Dopo decenni durante i quali l’8 marzo, Giornata internazionale delle donne, è stata trasformata nella commerciale “festa della donna”, al punto che la memoria dell’impegno antico e recente delle donne per i propri diritti – e delle stesse origini socialiste e di lotta della Giornata – è ormai per lo più sconosciuta alle ragazze e alle donne più giovani (che si vedono offrire mimose nei centri commerciali come fosse un sanvalentino qualunque) un cartello di associazioni internazionali ha voluto rilanciare la Giornata di lotta per i diritti delle donne e contro la violenza di genere. E’ la rete “Non una di meno” – nata in Argentina contro la violenza “machista” sulle donne che provoca nel paese latino-americano la morte di una donna ogni 30 ore – che si è rapidamente diffusa in tutto il mondo. Raccolta anche dalle referenti italiane che hanno lanciato, per l’8 marzo, insieme alla rete dei Centri anti-violenza, una serie di iniziative culminanti nello “sciopero globale delle donne”.

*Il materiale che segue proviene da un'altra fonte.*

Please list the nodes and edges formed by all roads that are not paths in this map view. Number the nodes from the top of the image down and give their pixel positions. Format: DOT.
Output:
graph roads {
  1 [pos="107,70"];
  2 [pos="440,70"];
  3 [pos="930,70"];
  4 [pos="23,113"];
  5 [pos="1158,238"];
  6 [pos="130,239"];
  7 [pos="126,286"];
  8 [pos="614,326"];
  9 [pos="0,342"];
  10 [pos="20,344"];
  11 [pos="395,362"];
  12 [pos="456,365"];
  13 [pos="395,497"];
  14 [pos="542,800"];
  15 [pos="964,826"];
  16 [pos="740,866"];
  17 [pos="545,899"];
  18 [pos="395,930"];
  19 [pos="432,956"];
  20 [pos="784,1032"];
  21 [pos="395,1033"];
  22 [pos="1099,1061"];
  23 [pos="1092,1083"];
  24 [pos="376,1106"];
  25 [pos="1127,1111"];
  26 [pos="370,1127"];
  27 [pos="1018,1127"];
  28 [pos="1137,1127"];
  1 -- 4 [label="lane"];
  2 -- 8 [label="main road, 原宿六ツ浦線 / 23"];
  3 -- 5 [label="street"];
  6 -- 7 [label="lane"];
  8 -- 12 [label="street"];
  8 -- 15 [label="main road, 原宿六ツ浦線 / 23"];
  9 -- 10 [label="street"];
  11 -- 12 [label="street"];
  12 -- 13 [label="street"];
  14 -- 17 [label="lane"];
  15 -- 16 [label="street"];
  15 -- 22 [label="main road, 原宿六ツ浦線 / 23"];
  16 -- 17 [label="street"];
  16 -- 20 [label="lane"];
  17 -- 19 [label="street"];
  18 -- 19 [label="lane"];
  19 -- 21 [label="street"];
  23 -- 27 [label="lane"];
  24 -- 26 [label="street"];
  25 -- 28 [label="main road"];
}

E’ una iniziativa opportuna perché, seppure il numero degli omicidi di donne in Italia da parte di uomini nel 2016 è leggermente diminuito rispetto al 2015, c’è un clima pesante di violenza “culturale” (nei media, sui social), “strutturale” (sul lavoro, nelle opportunità) e “diretta” (omicidi, maltrattamenti, stalking) diffuso e socialmente tollerato nei confronti delle donne che – costrette ad un ruolo di contorno e vassallaggio rispetto agli uomini – pare voler interrompere il processo di emancipazione portato avanti dalle donne nel ‘900. Ossia la più importante rivoluzione nonviolenta compiuta con successo in Occidente. Riprendere la lotta è quindi urgente e importante.
Tuttavia, poiché il tema all’ordine del giorno, oggi, non è tanto la conquista dei diritti da parte delle donne – sul piano giuridico ormai formalmente acquisiti – quanto il loro riconoscimento e la loro effettiva realizzazione, pratica e simbolica, non è sufficiente trasformare l’otto marzo in “lotto marzo”, ma è necessario lavorare quotidianamente, tutto l’anno, ad una nuova qualità delle relazioni di genere. E’ un tema che riguarda tutti, donne uomini, ma in particolare questi ultimi nei confronti delle prime. E’ una questione prevalentemente educativa: si tratta di formare le nuove generazioni alla nonviolenza nelle relazioni, dal piano affettivo a quello sociale. Ad una fuoriuscita liberatoria dagli stereotipi di genere, non solo ancora ampiamente dominanti ma spesso riaffermati prepotentemente anche con la violenza
Naturalmente si tratta di un percorso di lungo periodo, ma da avviare subito dalle istituzioni educative e formative, perché – a fronte di subculture razziste e sessiste che s’impongono sui media e nella politica – educare alla nonviolenza significa educare alla costruzione di positive relazioni tra i differenti, qualunque siano le differenze in gioco. A cominciare da quella tra il maschile e il femminile: in una società sempre più interculturale come la nostra, è la prima competenza necessaria per saper stare nella complessità. Anche in questo caso, l’alternativa è evidente: nonviolenza o barbarie.